__About this exercise__
Make an exact copy of the entries below with the pictures removed.

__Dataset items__

▼

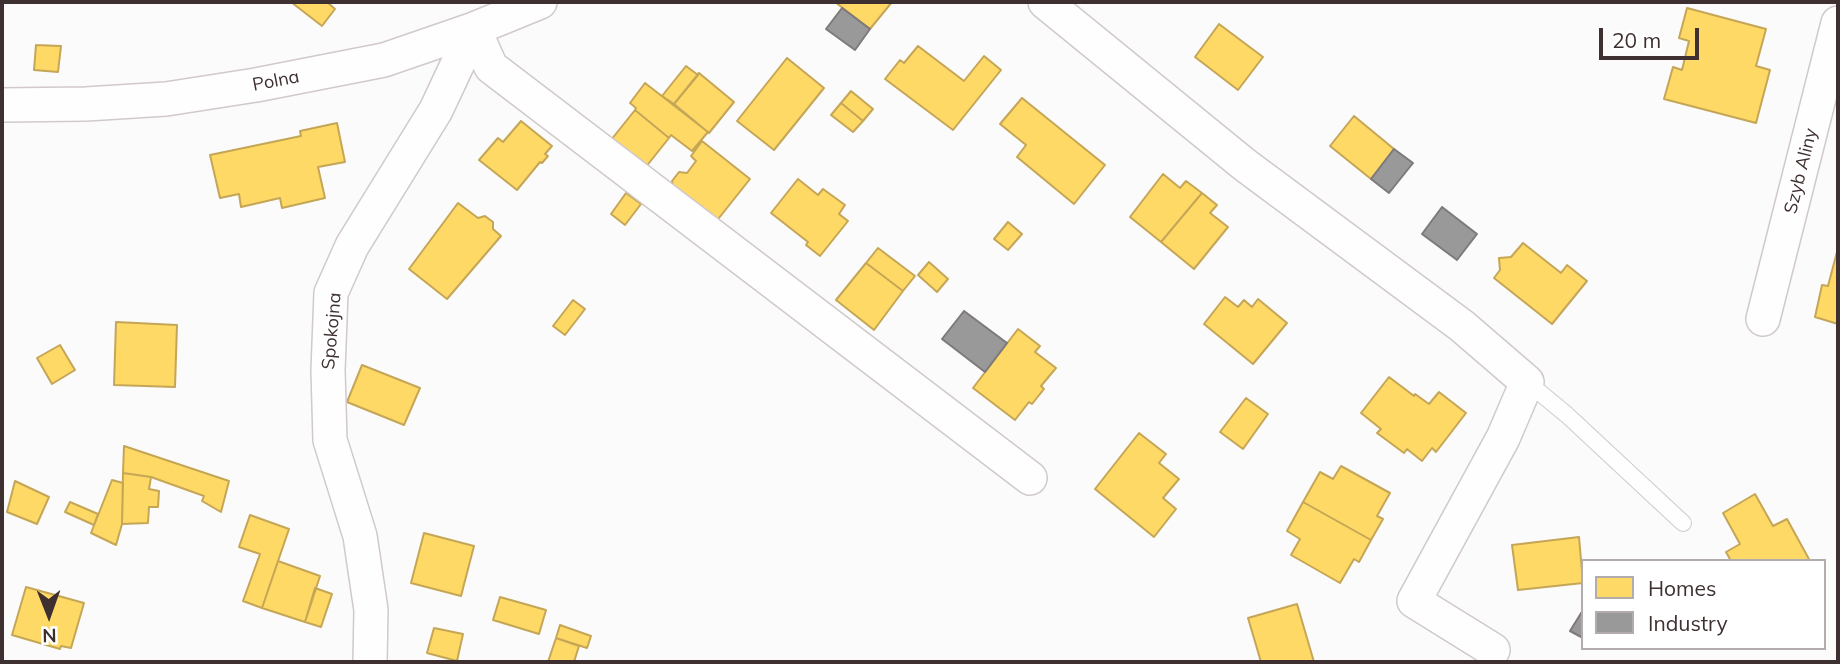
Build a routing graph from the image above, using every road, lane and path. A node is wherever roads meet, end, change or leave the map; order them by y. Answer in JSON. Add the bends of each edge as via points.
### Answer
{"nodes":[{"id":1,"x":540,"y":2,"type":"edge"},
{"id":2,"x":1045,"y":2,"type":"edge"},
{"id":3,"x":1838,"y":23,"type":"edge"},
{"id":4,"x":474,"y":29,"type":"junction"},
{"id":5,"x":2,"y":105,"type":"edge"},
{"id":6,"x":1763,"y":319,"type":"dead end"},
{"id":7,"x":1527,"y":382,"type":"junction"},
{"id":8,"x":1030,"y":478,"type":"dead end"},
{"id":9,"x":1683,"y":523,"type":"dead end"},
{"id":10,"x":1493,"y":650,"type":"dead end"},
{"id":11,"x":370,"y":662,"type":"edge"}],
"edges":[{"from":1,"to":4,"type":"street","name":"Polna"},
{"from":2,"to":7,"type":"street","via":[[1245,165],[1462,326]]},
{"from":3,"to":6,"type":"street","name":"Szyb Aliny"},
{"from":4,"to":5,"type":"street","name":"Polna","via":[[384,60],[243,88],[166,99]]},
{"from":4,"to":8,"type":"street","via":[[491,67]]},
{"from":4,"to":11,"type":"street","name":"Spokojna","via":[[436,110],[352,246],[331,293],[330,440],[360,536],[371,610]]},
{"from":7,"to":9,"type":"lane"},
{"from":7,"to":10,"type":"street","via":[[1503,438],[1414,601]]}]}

▲

__Response box__
Build a routing graph from the image above, using every road, lane and path. A node is wherever roads meet, end, change or leave the map; order them by y. Answer in JSON. Add the bends of each edge as via points.
### Answer
{"nodes":[{"id":1,"x":540,"y":2,"type":"edge"},
{"id":2,"x":1045,"y":2,"type":"edge"},
{"id":3,"x":1838,"y":23,"type":"edge"},
{"id":4,"x":474,"y":29,"type":"junction"},
{"id":5,"x":2,"y":105,"type":"edge"},
{"id":6,"x":1763,"y":319,"type":"dead end"},
{"id":7,"x":1527,"y":382,"type":"junction"},
{"id":8,"x":1030,"y":478,"type":"dead end"},
{"id":9,"x":1683,"y":523,"type":"dead end"},
{"id":10,"x":1493,"y":650,"type":"dead end"},
{"id":11,"x":370,"y":662,"type":"edge"}],
"edges":[{"from":1,"to":4,"type":"street","name":"Polna"},
{"from":2,"to":7,"type":"street","via":[[1245,165],[1462,326]]},
{"from":3,"to":6,"type":"street","name":"Szyb Aliny"},
{"from":4,"to":5,"type":"street","name":"Polna","via":[[384,60],[243,88],[166,99]]},
{"from":4,"to":8,"type":"street","via":[[491,67]]},
{"from":4,"to":11,"type":"street","name":"Spokojna","via":[[436,110],[352,246],[331,293],[330,440],[360,536],[371,610]]},
{"from":7,"to":9,"type":"lane"},
{"from":7,"to":10,"type":"street","via":[[1503,438],[1414,601]]}]}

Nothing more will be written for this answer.